Timing. Researchers may wish to use UAS data on demographic characteristics that were collected in multiple surveys. The interval between the data collection and its availability can range from a few moments to several months, depending on the promptness of a given survey's respondents and the length of time between surveys. Each UAS survey contains timestamps to indicate when the panel member began and finished the survey. These timestamps can help researchers to establish temporal aspects of study variables, when relevant.

### Missing Data

Demographic data collected in the UAS are relatively complete. Table 3 shows the frequency of missing data for key demographic variables. Variables such as sex, citizenship, and place of birth have no missing values out of 5,319 respondents. Variables such as age, race/ethnicity, educational attainment, household income, marital status, and state of residence each have fewer than 10 missing values. Data on household size were missing for 3.5 percent of respondents. For weighting purposes, missing demographic variables are first categorized (if continuous or taking more than 10 values) and then imputed using a sequential imputation procedure.22,23 Missing data on the respondent's sex are never imputed; information for such individuals do not receive a weight.
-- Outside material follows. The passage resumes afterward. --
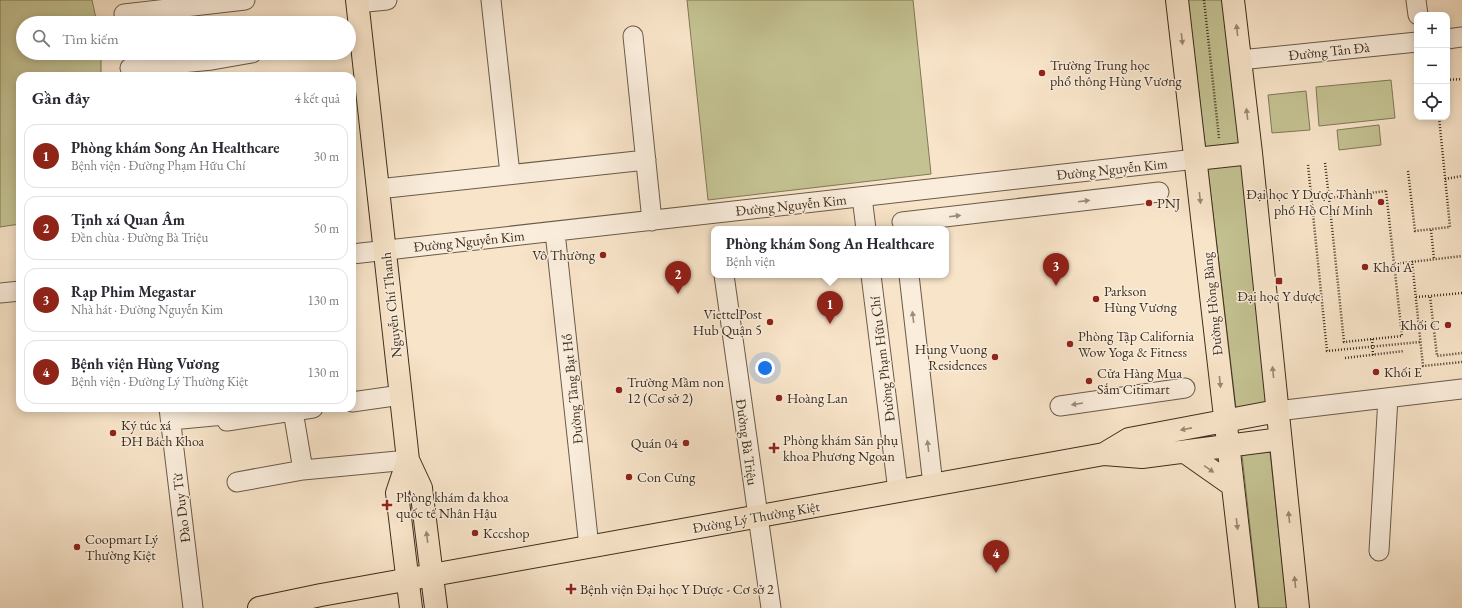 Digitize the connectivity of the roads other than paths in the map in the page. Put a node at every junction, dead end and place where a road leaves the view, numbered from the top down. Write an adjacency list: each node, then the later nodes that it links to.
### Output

In the data files, the extension “.e” represents questions that the respondent saw but did not answer; “.a” represents questions that the respondent never saw.24 Respondents may not have seen a question either because they intentionally or inadvertently skipped over it or because they began but did not finish the survey.

Table 3. Frequency of missing data on demographic characteristics in the UAS 2016 panel
Characteristic Missing data rate (%)
Sex 0.00
Age 0.08
Race/ethnicity 0.19
Educational attainment 0.04
Household income 0.17
U.S. citizenship 0.00
Born in United States 0.00
Marital status 0.04
State of residence 0.06
Number of persons in household 3.48
Employment status 0.04
SOURCE: UAS.

## External Research Examples and Commissioning Research

In addition to using UAS data that are already available, researchers, policymakers, and corporations may commission their own surveys or methodological experiments with the nationally representative UAS panel. The CESR research team will administer these surveys either once (for cross-sectional analysis) or multiple times (for panel analysis), depending on the research need of the client. A number of government agencies and private entities have used the UAS to conduct primary research that expands academic and policy-relevant knowledge. For instance, SSA worked with CESR to develop two questionnaires for use in annual surveys measuring the public's knowledge of Social Security and identifying the communication channels by which individuals prefer to receive information about the agency and the programs. SSA plans to use these surveys to improve their public outreach and communication efforts. Among other entities, Princeton University and the Roybal Center for Health Decision Making and Financial Independence in Old Age have commissioned surveys through the UAS. Similarly, the Federal Reserve Bank of Boston began conducting its annual Survey of Consumer Payment Choice with the UAS panel in 2015. For that survey, the longitudinal structure of the UAS allows researchers to understand not only which payment instruments Americans use most frequently, but also how these payment behaviors change over time and in relation to microeconomic and macroeconomic phenomena.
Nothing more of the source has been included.